MATERIAL PROVIDED: Begin
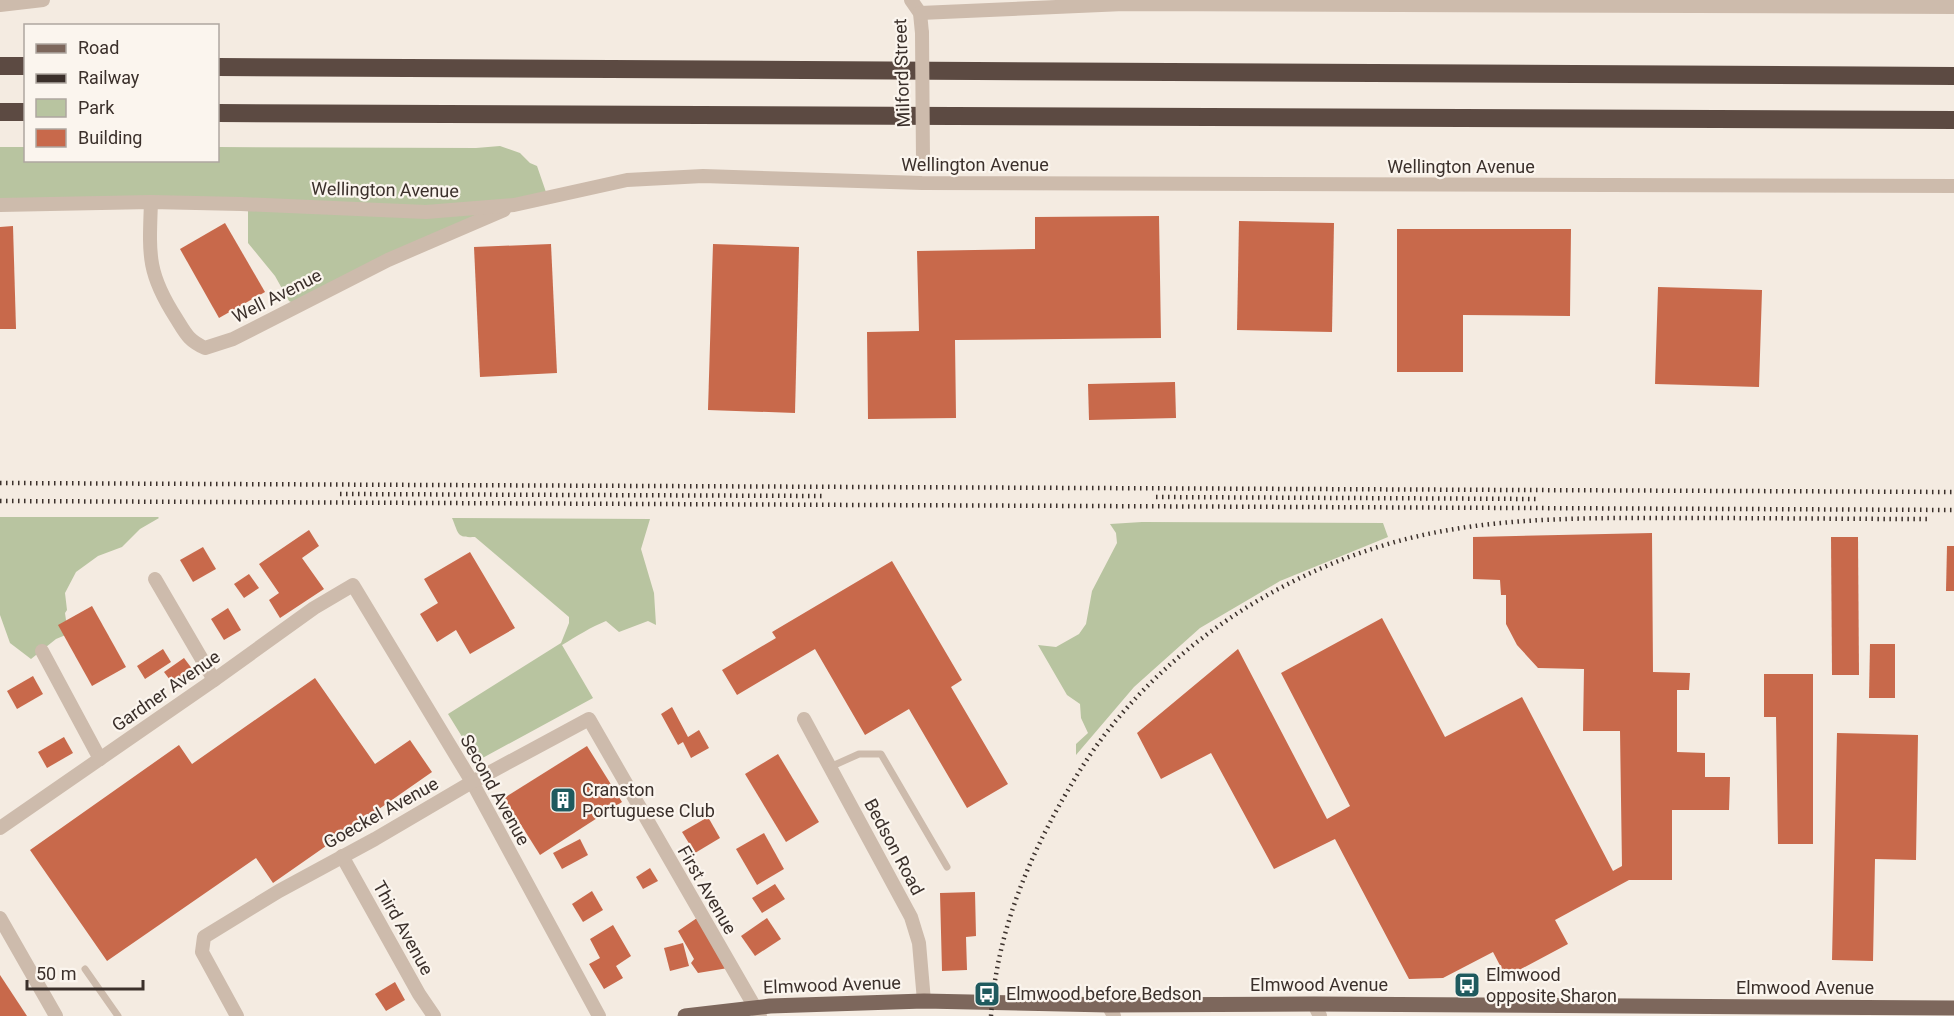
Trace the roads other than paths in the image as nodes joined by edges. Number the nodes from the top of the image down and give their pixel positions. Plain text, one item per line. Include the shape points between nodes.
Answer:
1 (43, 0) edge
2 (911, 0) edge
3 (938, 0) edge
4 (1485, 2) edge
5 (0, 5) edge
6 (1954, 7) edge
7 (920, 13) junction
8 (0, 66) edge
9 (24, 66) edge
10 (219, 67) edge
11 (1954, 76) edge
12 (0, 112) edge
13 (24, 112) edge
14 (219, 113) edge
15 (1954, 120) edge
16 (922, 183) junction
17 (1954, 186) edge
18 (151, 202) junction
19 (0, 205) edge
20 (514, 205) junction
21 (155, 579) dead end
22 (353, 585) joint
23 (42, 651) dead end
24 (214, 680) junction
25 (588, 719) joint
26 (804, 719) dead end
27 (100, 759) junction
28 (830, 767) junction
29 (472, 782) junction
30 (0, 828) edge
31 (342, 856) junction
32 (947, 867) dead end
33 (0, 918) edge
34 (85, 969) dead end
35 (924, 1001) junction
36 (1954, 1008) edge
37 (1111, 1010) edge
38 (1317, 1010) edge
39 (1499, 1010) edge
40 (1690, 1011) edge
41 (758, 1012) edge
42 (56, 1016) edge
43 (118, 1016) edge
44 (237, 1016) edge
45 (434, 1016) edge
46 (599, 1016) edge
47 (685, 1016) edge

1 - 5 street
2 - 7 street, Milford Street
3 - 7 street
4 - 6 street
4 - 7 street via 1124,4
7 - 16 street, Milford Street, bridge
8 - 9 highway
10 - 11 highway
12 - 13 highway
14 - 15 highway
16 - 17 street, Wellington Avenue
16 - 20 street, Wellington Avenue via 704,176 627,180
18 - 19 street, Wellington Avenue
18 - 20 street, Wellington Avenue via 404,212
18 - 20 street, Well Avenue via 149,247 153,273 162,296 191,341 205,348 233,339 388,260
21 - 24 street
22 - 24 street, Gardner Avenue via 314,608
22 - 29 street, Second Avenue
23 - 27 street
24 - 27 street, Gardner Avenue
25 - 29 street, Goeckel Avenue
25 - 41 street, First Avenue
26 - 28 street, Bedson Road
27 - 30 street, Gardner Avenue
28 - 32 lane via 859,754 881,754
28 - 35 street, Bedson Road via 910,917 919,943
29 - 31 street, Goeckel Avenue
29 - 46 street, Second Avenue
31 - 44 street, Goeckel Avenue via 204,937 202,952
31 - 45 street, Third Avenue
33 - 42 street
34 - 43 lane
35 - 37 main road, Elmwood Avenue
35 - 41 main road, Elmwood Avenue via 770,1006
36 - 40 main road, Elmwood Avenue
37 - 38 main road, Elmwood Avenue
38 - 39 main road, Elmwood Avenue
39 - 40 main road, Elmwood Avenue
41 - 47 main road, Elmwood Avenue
MATERIAL PROVIDED: End
MATERIAL PROVIDED: Begin
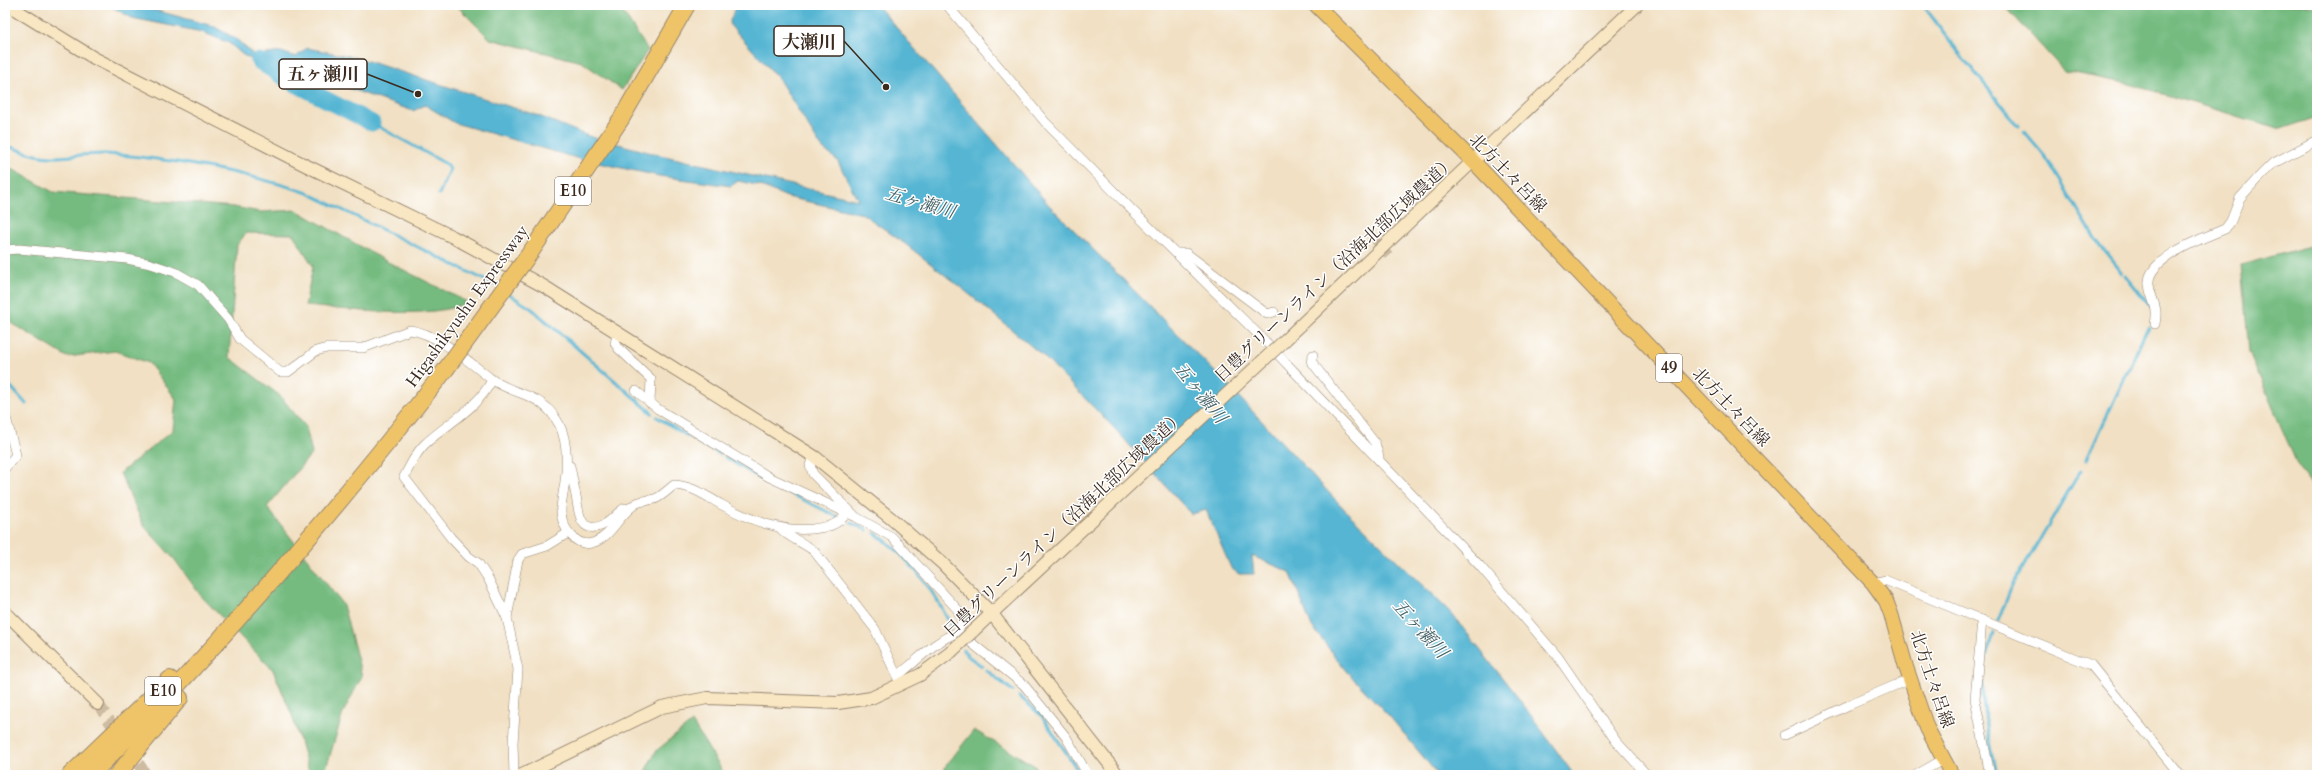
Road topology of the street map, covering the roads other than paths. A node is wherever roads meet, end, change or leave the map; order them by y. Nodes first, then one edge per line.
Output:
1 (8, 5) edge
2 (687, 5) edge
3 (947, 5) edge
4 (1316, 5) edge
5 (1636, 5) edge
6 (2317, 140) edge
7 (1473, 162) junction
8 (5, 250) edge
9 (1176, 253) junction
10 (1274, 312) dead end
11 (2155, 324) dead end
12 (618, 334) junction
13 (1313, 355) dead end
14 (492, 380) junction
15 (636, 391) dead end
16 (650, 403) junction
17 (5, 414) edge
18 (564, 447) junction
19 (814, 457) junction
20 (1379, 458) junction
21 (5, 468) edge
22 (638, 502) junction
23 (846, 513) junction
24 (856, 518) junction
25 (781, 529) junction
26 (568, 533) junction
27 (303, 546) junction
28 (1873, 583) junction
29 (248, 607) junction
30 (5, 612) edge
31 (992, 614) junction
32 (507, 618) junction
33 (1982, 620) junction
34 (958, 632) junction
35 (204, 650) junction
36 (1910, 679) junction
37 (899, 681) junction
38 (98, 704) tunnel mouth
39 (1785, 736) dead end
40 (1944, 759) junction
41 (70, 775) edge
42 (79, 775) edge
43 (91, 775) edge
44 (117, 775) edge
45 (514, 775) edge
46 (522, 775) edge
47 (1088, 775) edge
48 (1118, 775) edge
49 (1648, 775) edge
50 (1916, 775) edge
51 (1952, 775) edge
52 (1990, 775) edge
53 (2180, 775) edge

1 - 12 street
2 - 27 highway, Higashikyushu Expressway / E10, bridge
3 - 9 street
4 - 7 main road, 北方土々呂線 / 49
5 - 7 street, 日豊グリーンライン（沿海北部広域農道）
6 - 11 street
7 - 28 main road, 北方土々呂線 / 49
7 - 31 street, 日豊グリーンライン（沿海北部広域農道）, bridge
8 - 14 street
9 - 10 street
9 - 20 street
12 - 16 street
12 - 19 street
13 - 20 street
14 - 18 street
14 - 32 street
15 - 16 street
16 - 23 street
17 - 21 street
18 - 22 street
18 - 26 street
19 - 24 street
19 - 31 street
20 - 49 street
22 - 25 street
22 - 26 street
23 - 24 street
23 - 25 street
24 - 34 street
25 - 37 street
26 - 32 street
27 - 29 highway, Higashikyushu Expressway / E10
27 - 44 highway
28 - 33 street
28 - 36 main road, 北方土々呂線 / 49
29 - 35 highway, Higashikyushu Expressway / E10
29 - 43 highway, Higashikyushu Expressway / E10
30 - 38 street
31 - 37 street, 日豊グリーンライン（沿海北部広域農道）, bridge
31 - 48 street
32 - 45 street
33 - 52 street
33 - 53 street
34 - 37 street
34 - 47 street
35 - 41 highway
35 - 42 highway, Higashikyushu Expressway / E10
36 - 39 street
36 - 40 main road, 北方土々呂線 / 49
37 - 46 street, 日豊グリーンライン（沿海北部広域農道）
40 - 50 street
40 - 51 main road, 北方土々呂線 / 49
MATERIAL PROVIDED: End
MATERIAL PROVIDED: Begin
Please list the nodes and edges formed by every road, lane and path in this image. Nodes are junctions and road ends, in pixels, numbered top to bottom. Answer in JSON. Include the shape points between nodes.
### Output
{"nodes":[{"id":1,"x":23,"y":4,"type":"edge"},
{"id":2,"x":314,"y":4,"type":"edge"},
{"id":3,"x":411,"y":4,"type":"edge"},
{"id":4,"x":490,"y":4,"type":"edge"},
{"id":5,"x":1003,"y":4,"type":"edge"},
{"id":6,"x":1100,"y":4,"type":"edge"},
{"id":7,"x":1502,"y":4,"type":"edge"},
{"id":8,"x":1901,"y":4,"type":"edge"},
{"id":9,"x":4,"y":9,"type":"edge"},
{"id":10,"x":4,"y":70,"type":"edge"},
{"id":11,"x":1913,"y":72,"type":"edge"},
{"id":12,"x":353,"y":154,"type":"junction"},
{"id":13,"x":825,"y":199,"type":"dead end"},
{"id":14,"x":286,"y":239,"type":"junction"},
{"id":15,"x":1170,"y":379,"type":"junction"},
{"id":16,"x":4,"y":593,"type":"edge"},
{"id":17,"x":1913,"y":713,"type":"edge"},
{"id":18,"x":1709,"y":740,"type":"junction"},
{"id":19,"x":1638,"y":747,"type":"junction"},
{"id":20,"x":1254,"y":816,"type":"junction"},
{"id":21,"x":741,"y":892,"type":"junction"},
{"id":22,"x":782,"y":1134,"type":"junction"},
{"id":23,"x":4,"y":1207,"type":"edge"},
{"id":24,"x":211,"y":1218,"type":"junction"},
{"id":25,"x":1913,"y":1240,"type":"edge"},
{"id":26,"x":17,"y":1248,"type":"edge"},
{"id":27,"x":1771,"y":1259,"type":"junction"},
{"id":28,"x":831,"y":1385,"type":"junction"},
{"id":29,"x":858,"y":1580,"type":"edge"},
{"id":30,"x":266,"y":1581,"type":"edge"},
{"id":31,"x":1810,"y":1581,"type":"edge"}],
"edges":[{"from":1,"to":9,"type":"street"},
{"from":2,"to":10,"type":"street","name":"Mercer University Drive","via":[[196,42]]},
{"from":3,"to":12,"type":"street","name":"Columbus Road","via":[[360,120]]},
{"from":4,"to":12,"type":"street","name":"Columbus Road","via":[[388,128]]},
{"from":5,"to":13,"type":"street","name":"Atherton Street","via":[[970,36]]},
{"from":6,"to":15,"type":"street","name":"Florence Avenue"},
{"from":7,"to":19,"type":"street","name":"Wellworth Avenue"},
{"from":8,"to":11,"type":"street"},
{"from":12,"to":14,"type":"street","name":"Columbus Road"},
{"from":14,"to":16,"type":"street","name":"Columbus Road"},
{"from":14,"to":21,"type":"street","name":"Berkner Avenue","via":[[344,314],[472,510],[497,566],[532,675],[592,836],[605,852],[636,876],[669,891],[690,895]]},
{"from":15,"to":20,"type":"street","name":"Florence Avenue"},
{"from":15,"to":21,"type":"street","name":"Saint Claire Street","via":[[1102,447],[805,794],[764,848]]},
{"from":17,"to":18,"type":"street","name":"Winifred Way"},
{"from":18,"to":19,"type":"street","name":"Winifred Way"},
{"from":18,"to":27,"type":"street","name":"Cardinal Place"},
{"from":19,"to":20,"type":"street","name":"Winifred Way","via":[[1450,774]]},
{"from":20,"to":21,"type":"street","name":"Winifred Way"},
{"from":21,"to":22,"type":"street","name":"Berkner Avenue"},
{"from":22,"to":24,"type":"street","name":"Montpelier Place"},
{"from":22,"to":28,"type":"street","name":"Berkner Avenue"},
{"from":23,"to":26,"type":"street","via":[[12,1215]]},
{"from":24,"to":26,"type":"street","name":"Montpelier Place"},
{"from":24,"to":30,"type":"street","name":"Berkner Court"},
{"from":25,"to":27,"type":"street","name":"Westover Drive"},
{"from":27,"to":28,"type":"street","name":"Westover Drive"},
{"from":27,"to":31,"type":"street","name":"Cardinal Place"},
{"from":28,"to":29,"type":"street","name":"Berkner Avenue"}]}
MATERIAL PROVIDED: End
EXERCISE: Using the listing, say how many lines include the word "Expressway", and add nothing else.

EXERCISE RESPONSE: 5